Se podemos ver, num momento de humor sutil surpreendente, o Cristo Redentor dando as costas à personagem que tenta pela enésima vez o suicídio, vemos no momento seguinte nossa heroína burlescamente envergonhada diante de um policial que chega à cena e interrompe o ato suicida. 24 Horas de Sonho faz com tranqüilidades e sem nenhum pudor a passagem da comédia elegante ao pastelão, algo que no seio da produção da época, cheirava a anátema. Mesmo nos filmes da Cinédia, os projetos mais ambiciosos – Bonequinha de Seda, Ganga Bruta – pareciam exercer diferença clara em relação àqueles destinados a fazer funcionar o fluxo de caixa.

Uma ex-empregada doméstica, amadora de suicídios (como no pré-título do filme de Julio Bressane mais tarde chamado Crazy Love), à solta entre os nobres europeus dentro do Copacabana Palace. Soa, 25 anos antes, um pouco como Caetano Veloso cantando o "Coração Materno" de Vicente Celestino e deflagrando o lema tropicalista de vender biscoitos finos para as massas. É assim que Clarice, vivida de forma exuberante por Dulcina de Moraes, finge que é a Baronesa das Torres Altas – idéia que tem ao ver um cartaz afixado na parede no momento de fazer o check-in no hotel –, e vive suas vinte e quatro horas de sonho visitando um palácio, flertando com outro espertalhão que se faz de rico – Odilon Azevedo, seu eterno parceiro –, vestindo-se bem e ornando-se com as mais belas jóias.

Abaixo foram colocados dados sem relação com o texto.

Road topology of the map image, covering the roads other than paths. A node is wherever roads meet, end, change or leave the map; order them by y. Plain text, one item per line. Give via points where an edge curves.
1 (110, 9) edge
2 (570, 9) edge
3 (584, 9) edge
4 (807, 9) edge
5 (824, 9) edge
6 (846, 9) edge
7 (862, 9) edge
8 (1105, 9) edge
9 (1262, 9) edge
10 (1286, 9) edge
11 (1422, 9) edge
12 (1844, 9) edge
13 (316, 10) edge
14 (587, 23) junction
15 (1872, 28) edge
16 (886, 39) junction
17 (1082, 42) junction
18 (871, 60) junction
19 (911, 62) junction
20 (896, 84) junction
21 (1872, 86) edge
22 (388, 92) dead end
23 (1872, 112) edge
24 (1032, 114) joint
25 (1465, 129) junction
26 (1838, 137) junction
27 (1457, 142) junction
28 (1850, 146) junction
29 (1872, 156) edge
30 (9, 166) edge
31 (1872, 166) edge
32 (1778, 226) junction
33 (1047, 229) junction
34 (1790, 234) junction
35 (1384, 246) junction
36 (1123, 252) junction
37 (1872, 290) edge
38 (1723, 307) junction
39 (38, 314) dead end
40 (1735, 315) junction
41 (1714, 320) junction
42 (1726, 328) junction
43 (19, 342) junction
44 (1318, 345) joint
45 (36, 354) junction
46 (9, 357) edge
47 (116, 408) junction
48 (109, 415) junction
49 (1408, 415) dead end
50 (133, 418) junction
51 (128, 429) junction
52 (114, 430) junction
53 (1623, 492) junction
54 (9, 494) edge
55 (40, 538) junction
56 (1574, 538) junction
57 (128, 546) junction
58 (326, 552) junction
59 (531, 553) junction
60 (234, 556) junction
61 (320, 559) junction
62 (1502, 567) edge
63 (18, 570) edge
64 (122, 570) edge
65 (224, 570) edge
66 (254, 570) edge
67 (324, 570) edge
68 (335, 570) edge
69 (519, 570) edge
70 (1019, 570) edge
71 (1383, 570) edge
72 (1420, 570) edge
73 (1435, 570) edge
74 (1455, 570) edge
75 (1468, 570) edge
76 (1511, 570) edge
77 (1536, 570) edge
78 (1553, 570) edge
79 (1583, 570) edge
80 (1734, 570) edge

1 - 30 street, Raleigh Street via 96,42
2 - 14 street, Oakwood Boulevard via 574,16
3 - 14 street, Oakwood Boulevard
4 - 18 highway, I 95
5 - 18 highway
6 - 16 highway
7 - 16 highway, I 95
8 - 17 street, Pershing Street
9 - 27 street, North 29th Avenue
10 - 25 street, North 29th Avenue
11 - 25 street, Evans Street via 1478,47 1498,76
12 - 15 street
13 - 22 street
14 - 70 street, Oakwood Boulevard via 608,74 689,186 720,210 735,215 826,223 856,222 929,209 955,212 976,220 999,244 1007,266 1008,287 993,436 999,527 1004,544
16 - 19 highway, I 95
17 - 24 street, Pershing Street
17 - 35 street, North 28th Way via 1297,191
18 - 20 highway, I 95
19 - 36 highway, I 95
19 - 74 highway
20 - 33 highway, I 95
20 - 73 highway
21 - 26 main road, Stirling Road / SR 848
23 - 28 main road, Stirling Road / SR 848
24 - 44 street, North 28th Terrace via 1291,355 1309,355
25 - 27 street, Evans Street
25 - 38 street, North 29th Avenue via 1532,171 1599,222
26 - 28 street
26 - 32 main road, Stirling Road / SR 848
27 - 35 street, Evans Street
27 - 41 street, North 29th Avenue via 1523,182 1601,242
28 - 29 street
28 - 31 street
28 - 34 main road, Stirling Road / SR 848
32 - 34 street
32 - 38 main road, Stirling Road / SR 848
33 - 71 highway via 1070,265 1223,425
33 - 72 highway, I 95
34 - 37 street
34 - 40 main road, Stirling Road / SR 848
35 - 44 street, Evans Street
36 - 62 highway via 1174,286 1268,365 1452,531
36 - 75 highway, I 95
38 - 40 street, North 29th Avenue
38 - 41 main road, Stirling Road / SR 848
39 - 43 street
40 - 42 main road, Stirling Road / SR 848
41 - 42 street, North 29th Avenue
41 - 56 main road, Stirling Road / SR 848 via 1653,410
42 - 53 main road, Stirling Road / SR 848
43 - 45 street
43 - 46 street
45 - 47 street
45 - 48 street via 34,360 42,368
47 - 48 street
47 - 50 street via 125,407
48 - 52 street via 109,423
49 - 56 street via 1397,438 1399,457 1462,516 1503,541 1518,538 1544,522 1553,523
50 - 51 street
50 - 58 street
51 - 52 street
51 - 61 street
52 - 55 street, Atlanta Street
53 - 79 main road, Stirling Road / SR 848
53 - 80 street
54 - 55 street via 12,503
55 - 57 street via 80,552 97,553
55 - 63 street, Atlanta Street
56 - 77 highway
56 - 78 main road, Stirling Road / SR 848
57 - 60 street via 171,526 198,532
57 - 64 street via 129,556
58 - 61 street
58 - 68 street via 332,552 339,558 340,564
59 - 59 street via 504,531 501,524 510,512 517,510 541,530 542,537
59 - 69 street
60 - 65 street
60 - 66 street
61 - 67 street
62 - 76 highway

24 Horas de Sonho, como sua protagonista, não tem nenhuma necessidade de se decidir entre o "luxo" e o "lixo". Existe no filme o Copacabana Palace como reduto da classe alta na mesma medida que existe o rádio popular para o divertimento das classes baixas. Da mesma forma que Clarice veste uma máscara luxuosa, a de nobre européia despossuída pela guerra, ela também interpreta a "Mulher Sherlock", como caloura de rádio que responde adequadamente a uma série de enigmas e transforma-se em sucesso imediato. Nenhuma faceta é excludente, e todas são complementares. Comportamento social, parece dizer o filme – e nisso vai até uma crítica talvez não-intencional ao desejo que existia muito na época e que sobreviveu, de certa forma, até hoje, o de fazer "filmes sérios" –, é apenas uma questão de teatro.

Last but not least, é imprescindível destacar o trabalho corporal de Dulcina de Moraes, responsável por um filme à parte quando, completamente bêbada – a camareira, interpretada por sua mãe, a também atriz Conchita de Moraes, diz que ser nobre é beber muito e não perder a pose –, ela persegue o ladrão que tenciona roubar as jóias valiosíssimas de outra nobre hospedada no Palace. Dulcina desenvolve uma espécie de tateio desajeitado, entre o burlesco e a dança experimental, que encantam pelo equilíbrio e pelo controle de movimentos. Outros destaques são o humor negro do filme, tanto no que tange ao tratamento do suicídio sem pruridos morais e à questão social ("Então por que o senhor não se suicida?", diz Clarice ao gerente do hotel), e a notável interpretação de Aristóteles Penna, como o chofer de táxi e filósofo de plantão Cícero, espécie de anjo da guarda da heroína.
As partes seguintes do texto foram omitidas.